In four weeks’ time, the Liberal Democrats will descend on Brighton for their annual conference. It’s likely to be the most enthusiastic such gathering in recent years, with the party celebrating the record 72 seats they won at last month’s election. The Lib Dems gained 61 more MPs than the paltry 11 they took in 2019, toppling four sitting cabinet ministers and winning virtually all their southern targets. It was the highest number of seats for the Liberals since H.H Asquith in 1923.
Given all the dire pronouncements about the Lib Dems’ future after the 2019 election, should there not be more recognition of the turnaround?
Yet such has been the focus on the new Labour government that this achievement has been somewhat underreported. ‘None of the other parties increased their MPs by a factor of six’, grumbled one newly elected member to me when the new intake assembled for a team photo in Westminster Hall. Given all the dire pronouncements about the Lib Dems’ future after the 2019 election, they reasoned, should there not be more recognition of the turnaround, five years on?
Having been restored to third party status in the Commons, the Lib Dems will make the most of their enhanced platform. Sir Ed Davey now enjoys two questions at PMQs, and used the first session of parliament to ask about social care. It’s a subject that we can expect the party to talk much about. The Lib Dems’ success entitles them to chair three select committees. These include the health and environment panels – subjects on which they campaigned heavily. More MPs means more staff too. In the last parliament, 11 MPs and a skeleton team had to cover every issue, with peers forced to provide support. As veteran Lord Wallace notes, ‘a much larger Commons party, with significantly-increased staff both in MPs’ office and attached to the Whips’ Office, will transform our capabilities.’

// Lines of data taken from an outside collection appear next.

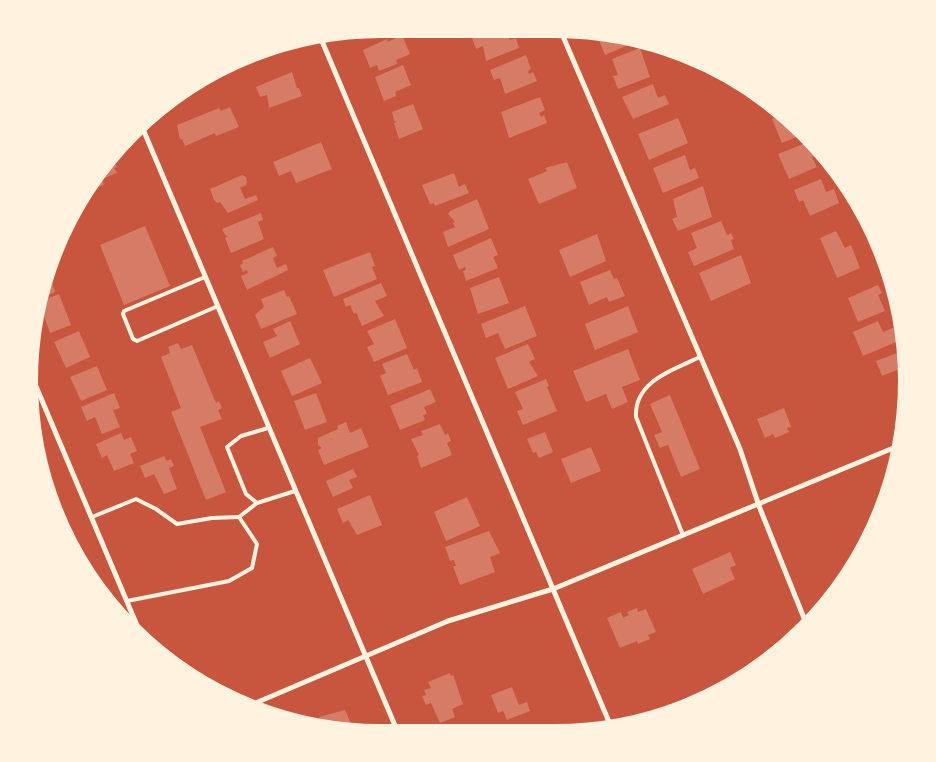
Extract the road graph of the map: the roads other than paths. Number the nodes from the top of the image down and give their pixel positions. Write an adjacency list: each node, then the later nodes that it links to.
1 (563, 35): 6 (street)
2 (323, 40): 16 (street)
3 (143, 130): 4 (street)
4 (205, 277): 5 (street); 5 (lane)
5 (218, 306): 8 (street)
6 (700, 357): 12 (street); 15 (lane)
7 (35, 384): 13 (street)
8 (268, 428): 10 (street); 11 (lane)
9 (894, 448): 12 (street)
10 (295, 491): 11 (lane); 20 (street)
11 (257, 503): 14 (lane)
12 (758, 506): 15 (street); 18 (street)
13 (92, 517): 14 (lane); 17 (street)
14 (239, 517): 17 (lane)
15 (683, 536): 16 (street)
16 (553, 589): 20 (street); 22 (street)
17 (127, 601): 19 (street)
18 (805, 620)
19 (138, 628)
20 (365, 656): 21 (street); 23 (street)
21 (255, 703)
22 (609, 722)
23 (396, 727)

Recognition of the party’s success is particularly important in the context of the Conservative party’s leadership election. Lib Dem triumphs came squarely at the expense of the Tories: outside of Scotland, every seat they captured had previously been represented by a Conservative, including 21 gains in the south west and 23 in the south east. Among them are former strongholds represented by Tory premiers: Boris Johnson’s Henley, Theresa May’s Maidenhead, John Major’s St Neots and David Cameron’s Witney. Such is the Lib Dem ascendancy in leafy, affluent areas that one Tory MP suggests in the south, ‘You’re better off canvassing on a council estate.’
If the Conservatives are to win power again, it is hard to imagine a route to a majority which does not run through the traditional ‘blue wall’ areas in the south east. The 2015, 2017 and 2019 Tory victories were moreover built on temporary occupation of the Liberals’ south west heartlands. Yet turning these areas Tory again will by no means be an easy task. The Lib Dems pride themselves on being ‘cockroaches’ – and as difficult to dislodge from an area as Japanese knotweed. Having won their 72 seats as ‘local champions’, they will spend the next five years pounding the streets, opposing developments, unencumbered by the demands of national government.
There are signs too that they are not done yet with the Tories. Criticism of the Conservatives featured heavily in both new MPs’ maiden speeches and Ed Davey’s response to the State Opening of Parliament. With more than 3,000 councillors, the party has a veritable army ready for the local elections in nine months’ time. All but two of the 21 county councils are currently held by the Conservatives, with Davey’s party greedily eyeing seats in the likes of Surrey, Oxfordshire and Gloucestershire. It would be an inversion of the classic Lib Dem strategy: having won the parliamentary constituency this May, why not mop up its council wards 12 months on?
Recognising this challenge will be a priority for whomever of the six contenders is elected Tory leader. Tom Tugendhat has suggested that the party can win back both Lib Dem and Reform voters by rebuilding trust and delivering on its promises. Others point to research showing that a majority of Ed Davey’s supporters support cutting migration. One issue that certainly ought to unite all six candidates as they tour the country talking to activists is party reform. Canvassers report of ‘paleontological’ data in last month’s campaign, with some returns not having been completed for 20 years. If the Tories are to neutralise the Lib Dem fighting machine, recruiting activists and deploying them effectively really ought to be the bare minimum.